En una situación violenta hay inevitablemente un perpetrador y una víctima; además hay consensos favorecedores de las situaciones abusivas que contribuyen con su invisibilidad y hacen que el violentado no perciba la violencia como tal. En algunos casos, la víctima puede percibirse a sí misma como propiciando la agresión de tal modo que releva de responsabilidad al golpeador: “Yo sé que a él el café le gusta bien caliente y se lo serví frío”. En otros, se autoatribuye la tarea de mantener su estabilidad emocional: “El es muy nervioso y a veces pierde el control... sé que no tengo que hacerlo enojar...”.
En ambos casos la víctima desoye su percepción, minimiza el dolor y soslaya el sentimiento de humillación contribuyendo a crear un cuadro de “anestesia” que sirve a su vez a la recurrencia del sistema, dado que el abusador es relevado de toda capacidad reflexiva. El comportamiento de la víctima no hace sino amplificar y reforzar su propia percepción de lainteracción: “Ella me provoca... A ella le llenan la cabeza... Ella no sabe lo que hace... Si uno no le dice, hace cualquier cosa”.

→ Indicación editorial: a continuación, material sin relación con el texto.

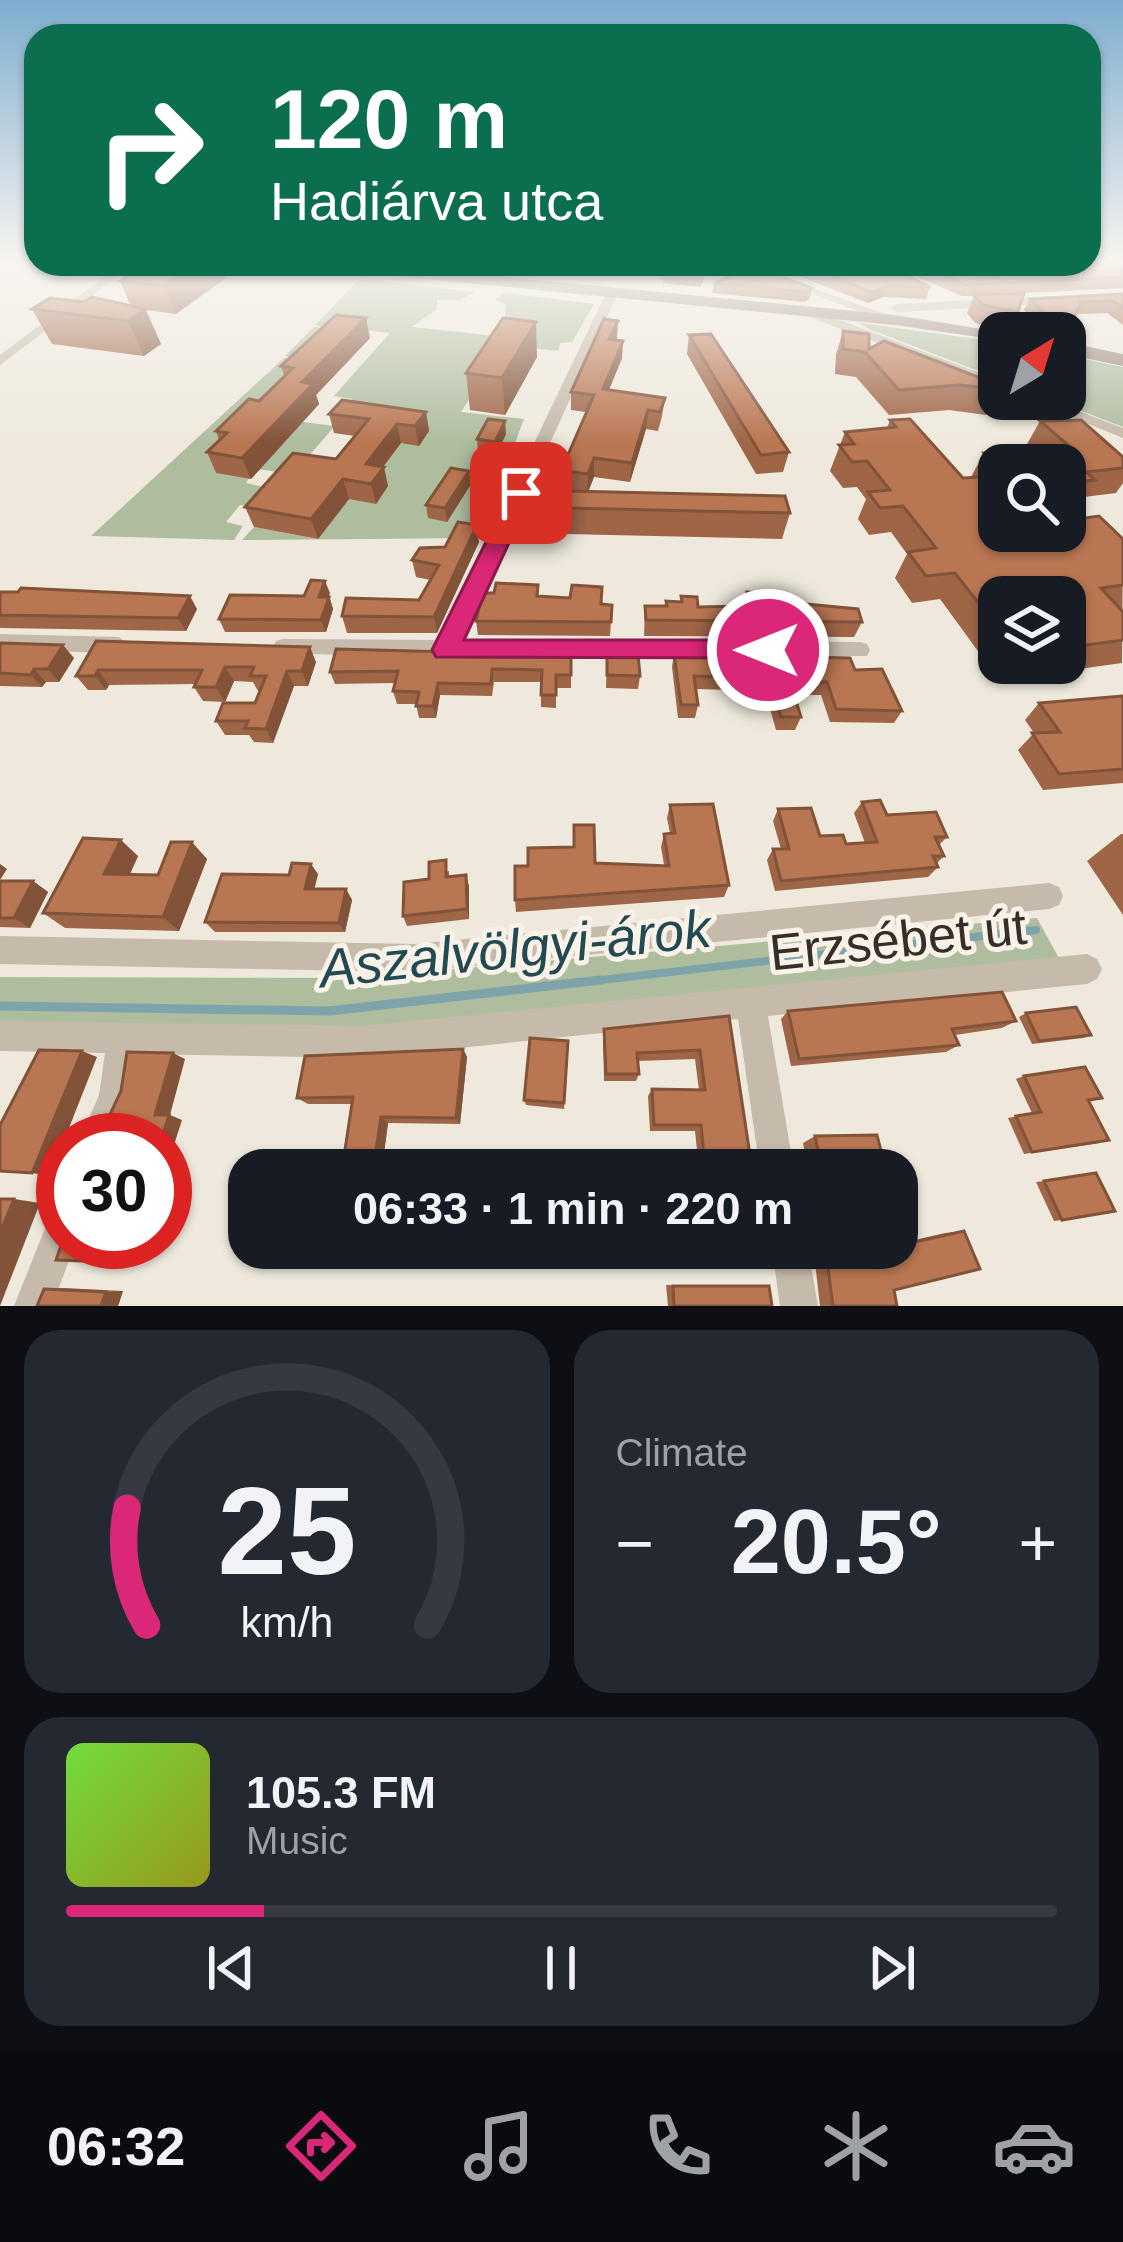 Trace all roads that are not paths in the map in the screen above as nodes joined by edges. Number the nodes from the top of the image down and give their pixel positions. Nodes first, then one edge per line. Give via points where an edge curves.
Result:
1 (53, 321) edge
2 (599, 321) edge
3 (846, 321) edge
4 (930, 321) edge
5 (978, 331) edge
6 (1086, 352) edge
7 (1123, 360) edge
8 (0, 361) edge
9 (978, 376) edge
10 (1086, 419) edge
11 (1123, 433) edge
12 (0, 643) edge
13 (141, 645) edge
14 (258, 647) edge
15 (446, 650) junction
16 (860, 650) dead end
17 (1049, 896) dead end
18 (0, 950) edge
19 (1087, 969) dead end
20 (751, 1002) junction
21 (0, 1036) edge
22 (123, 1040) junction
23 (108, 1113) edge
24 (775, 1149) edge
25 (47, 1269) edge
26 (793, 1269) edge
27 (33, 1306) edge
28 (799, 1306) edge

1 - 8 street
2 - 15 street
3 - 9 street
4 - 5 main road
6 - 7 main road
10 - 11 street
12 - 13 street
14 - 15 street
15 - 16 street
17 - 18 street, Erzsébet út via 414,958
19 - 20 street, Erzsébet út
20 - 22 street, Erzsébet út via 362,1042
20 - 24 street
21 - 22 street, Erzsébet út
22 - 23 street
25 - 27 street
26 - 28 street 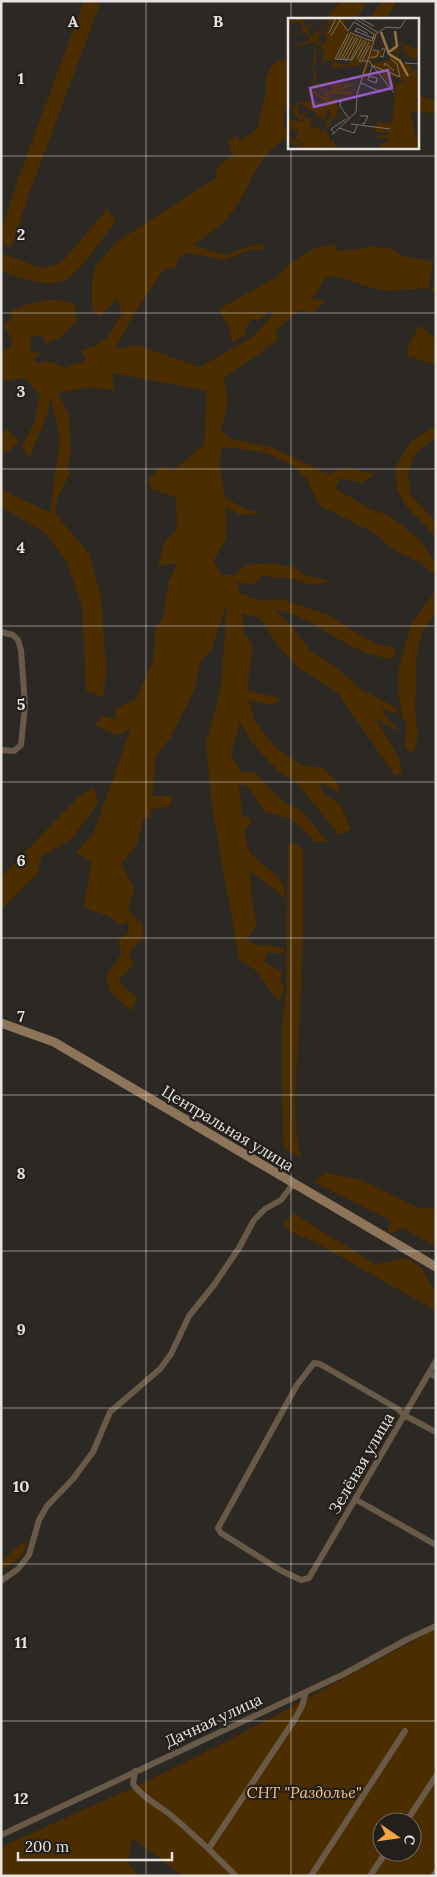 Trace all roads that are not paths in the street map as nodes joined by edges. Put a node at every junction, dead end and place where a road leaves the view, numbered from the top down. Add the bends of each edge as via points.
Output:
1 (1, 632) edge
2 (1, 750) edge
3 (1, 1023) edge
4 (293, 1184) junction
5 (436, 1268) edge
6 (436, 1361) edge
7 (429, 1373) junction
8 (436, 1377) edge
9 (404, 1415) junction
10 (436, 1432) edge
11 (355, 1499) junction
12 (436, 1545) edge
13 (1, 1581) edge
14 (436, 1626) edge
15 (306, 1692) junction
16 (405, 1731) dead end
17 (135, 1771) junction
18 (436, 1776) edge
19 (413, 1812) edge
20 (1, 1836) edge
21 (209, 1848) junction
22 (379, 1862) edge
23 (436, 1872) edge
24 (236, 1876) edge
25 (311, 1876) edge
26 (370, 1876) edge
27 (433, 1876) edge

1 - 2 street via 18,640 25,705 21,745 14,751
3 - 4 street, Центральная улица via 54,1042
4 - 5 street, Центральная улица
4 - 13 street via 281,1200 254,1220 214,1285 189,1316 160,1369 110,1412 92,1452 39,1520 29,1555 18,1569
6 - 7 street, Зелёная улица
7 - 8 street
7 - 9 street, Зелёная улица
9 - 10 street
9 - 11 street, Зелёная улица
9 - 11 street, Зелёная улица via 314,1363 297,1384 218,1528 280,1570 301,1580 309,1578
11 - 12 street
14 - 15 street, Дачная улица
15 - 17 street, Дачная улица
15 - 21 street via 294,1719
16 - 25 street
17 - 20 street, Дачная улица
17 - 21 street via 133,1784 139,1792
18 - 19 street
21 - 24 street
22 - 26 street
23 - 27 street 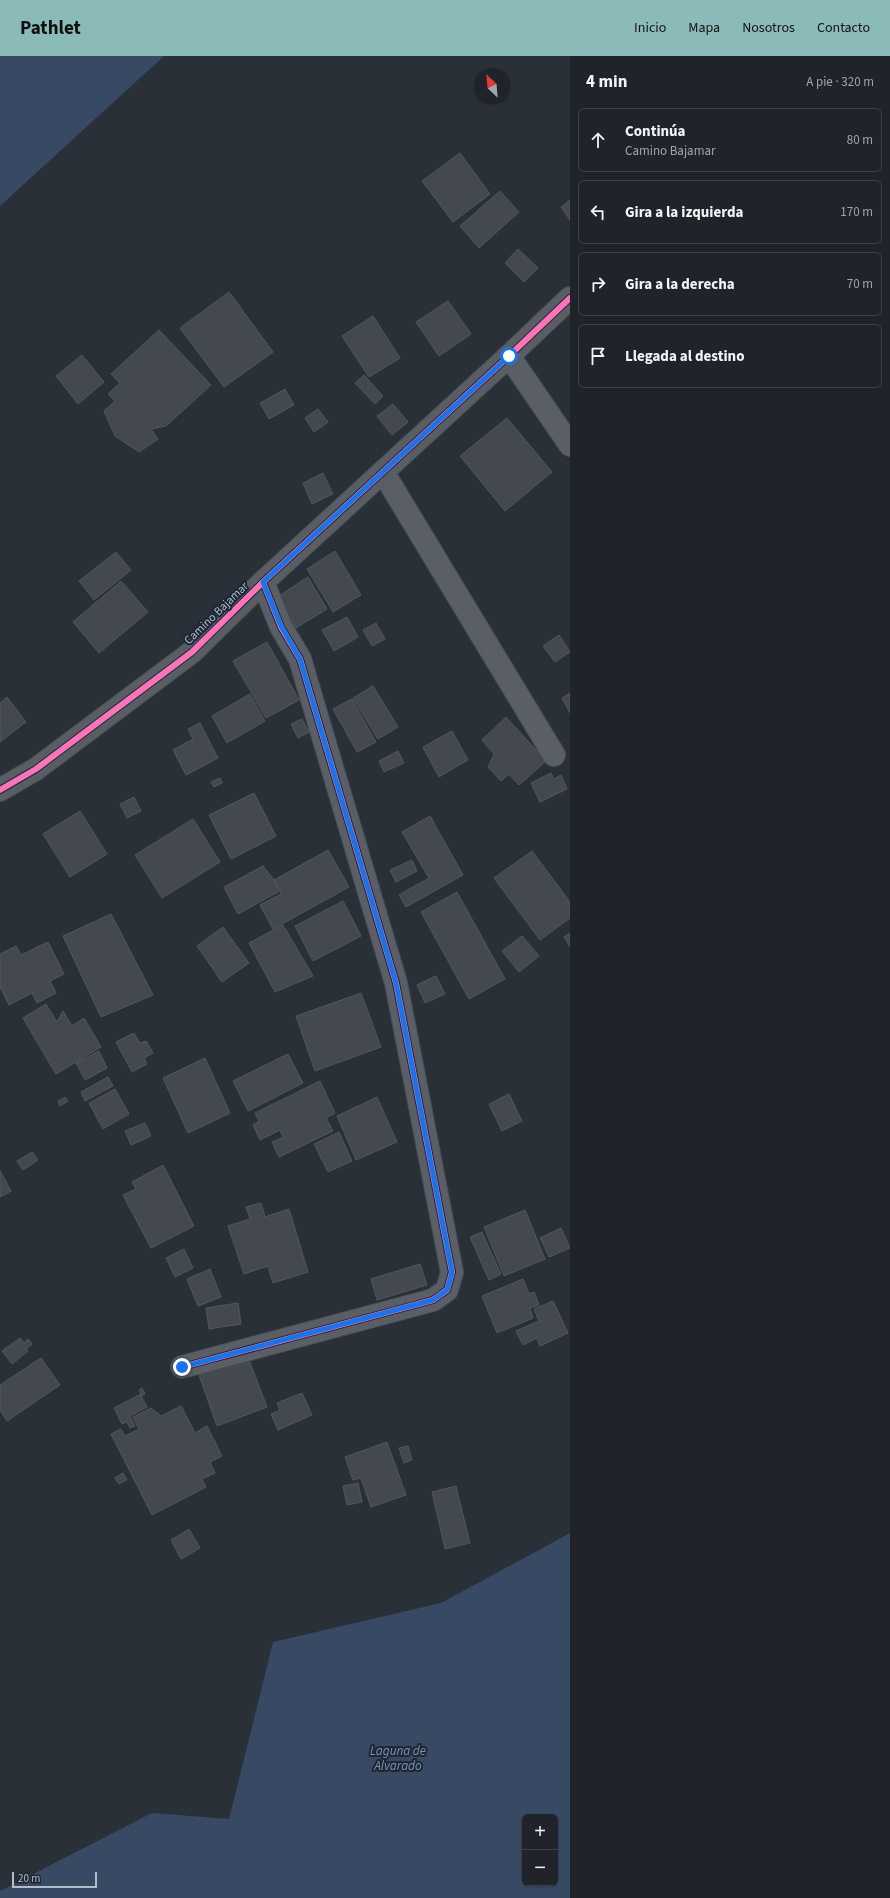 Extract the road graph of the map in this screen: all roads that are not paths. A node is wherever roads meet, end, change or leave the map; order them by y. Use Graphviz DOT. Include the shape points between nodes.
graph roads {
  1 [pos="570,298"];
  2 [pos="509,356"];
  3 [pos="570,445"];
  4 [pos="382,472"];
  5 [pos="263,582"];
  6 [pos="554,755"];
  7 [pos="0,790"];
  8 [pos="182,1367"];
  1 -- 2 [label="street, Camino Bajamar"];
  2 -- 3 [label="street"];
  2 -- 4 [label="street, Camino Bajamar"];
  4 -- 5 [label="street, Camino Bajamar"];
  4 -- 6 [label="street"];
  5 -- 7 [label="street, Camino Bajamar" via="192,652 36,769"];
  5 -- 8 [label="street" via="281,626 300,659 396,983 452,1272 447,1290 433,1300"];
} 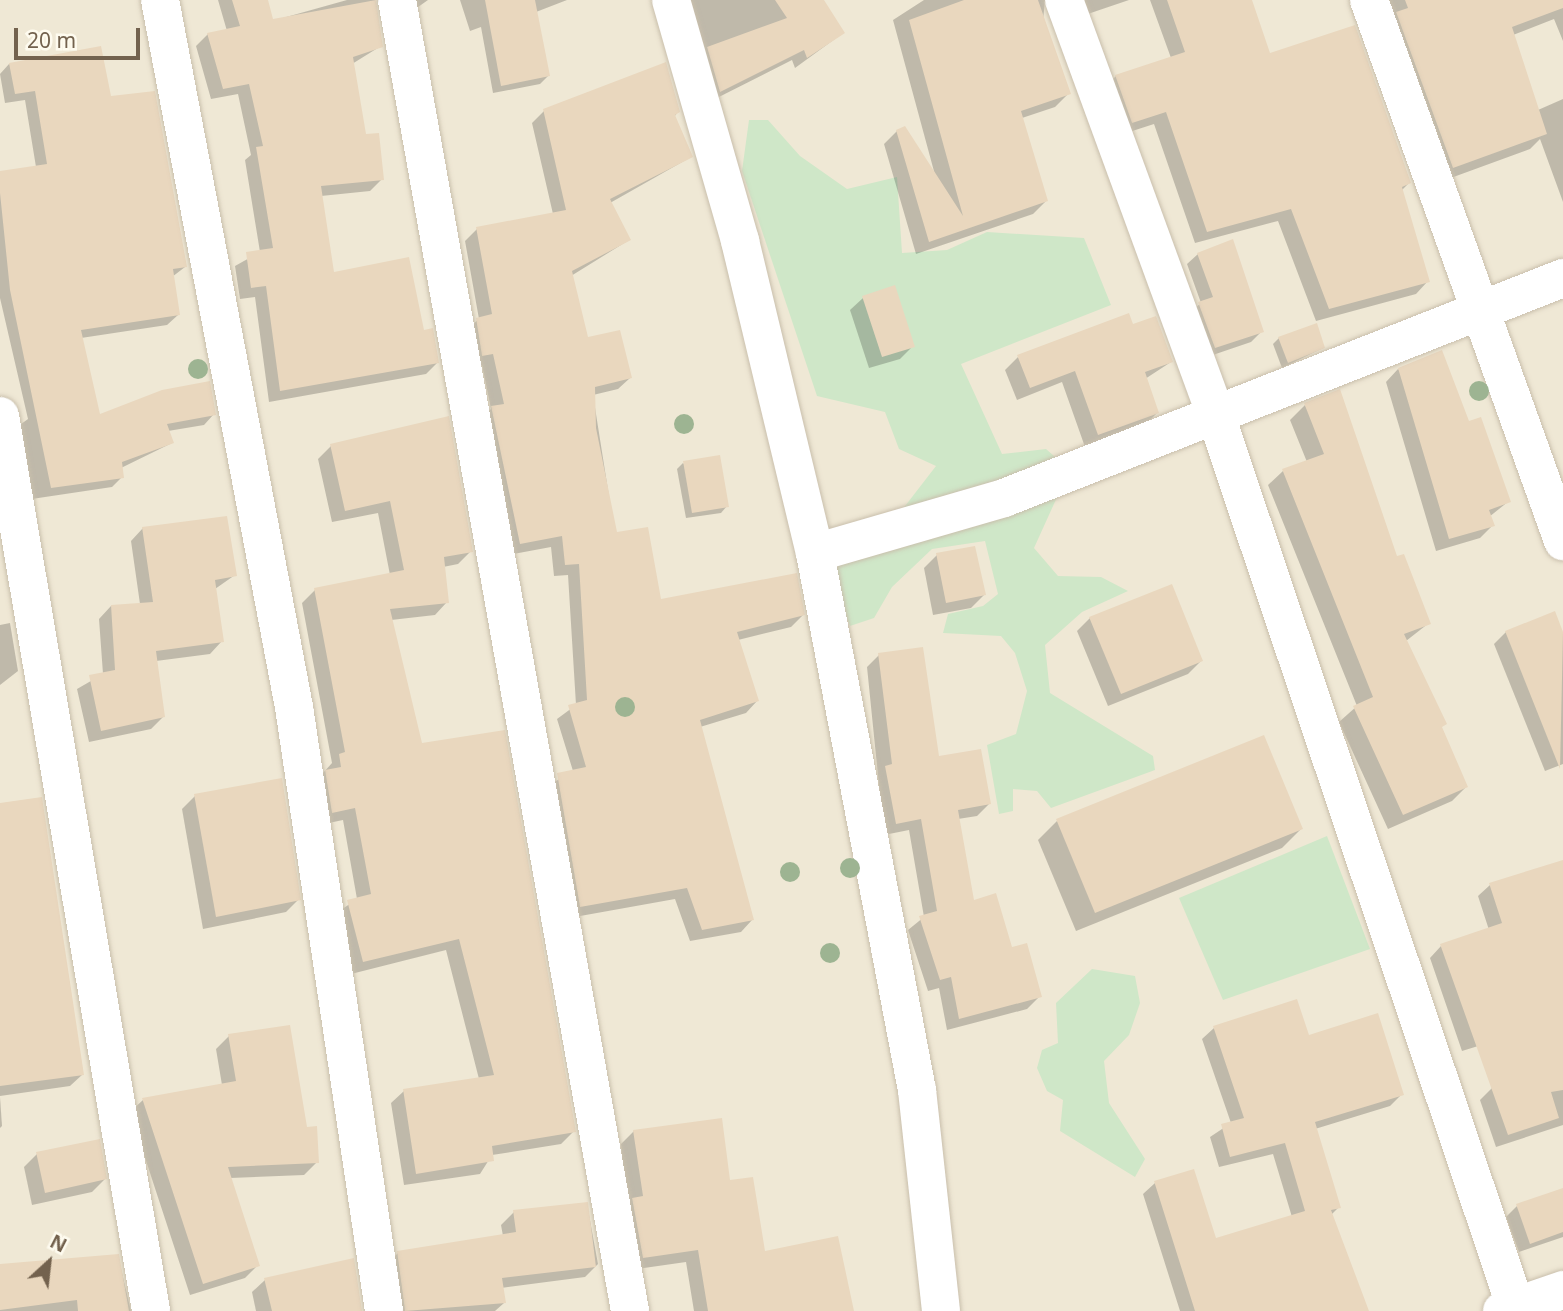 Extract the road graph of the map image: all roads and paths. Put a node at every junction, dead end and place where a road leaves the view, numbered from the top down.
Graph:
1 (160, 0) edge
2 (397, 0) edge
3 (671, 0) edge
4 (1064, 0) edge
5 (1369, 0) edge
6 (1563, 278) edge
7 (1482, 309) junction
8 (0, 416) edge
9 (1216, 416) junction
10 (1563, 541) edge
11 (815, 553) junction
12 (1563, 1290) edge
13 (1512, 1309) edge
14 (151, 1311) edge
15 (384, 1311) edge
16 (630, 1311) edge
17 (941, 1311) edge

1 - 15 street
2 - 16 street
3 - 11 street
4 - 9 street
5 - 7 street
6 - 7 street
7 - 9 street
7 - 10 street
8 - 14 street
9 - 11 street
9 - 13 street
11 - 17 street
12 - 13 street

Podríamos decir que quien mira la escena contribuye a su estabilidad pero también es quien está en condiciones de hacerla evidente de un modo que rompa la autorrecurrencia. Y tal es la contribución que un enfoque relacional puede aportar en un contexto terapéutico, en procura de desarrollar habilidades que permitan reconocer la propia percepción como válida y registrar los mensajes que invisibilizan el maltrato.
* Terapeuta familiar.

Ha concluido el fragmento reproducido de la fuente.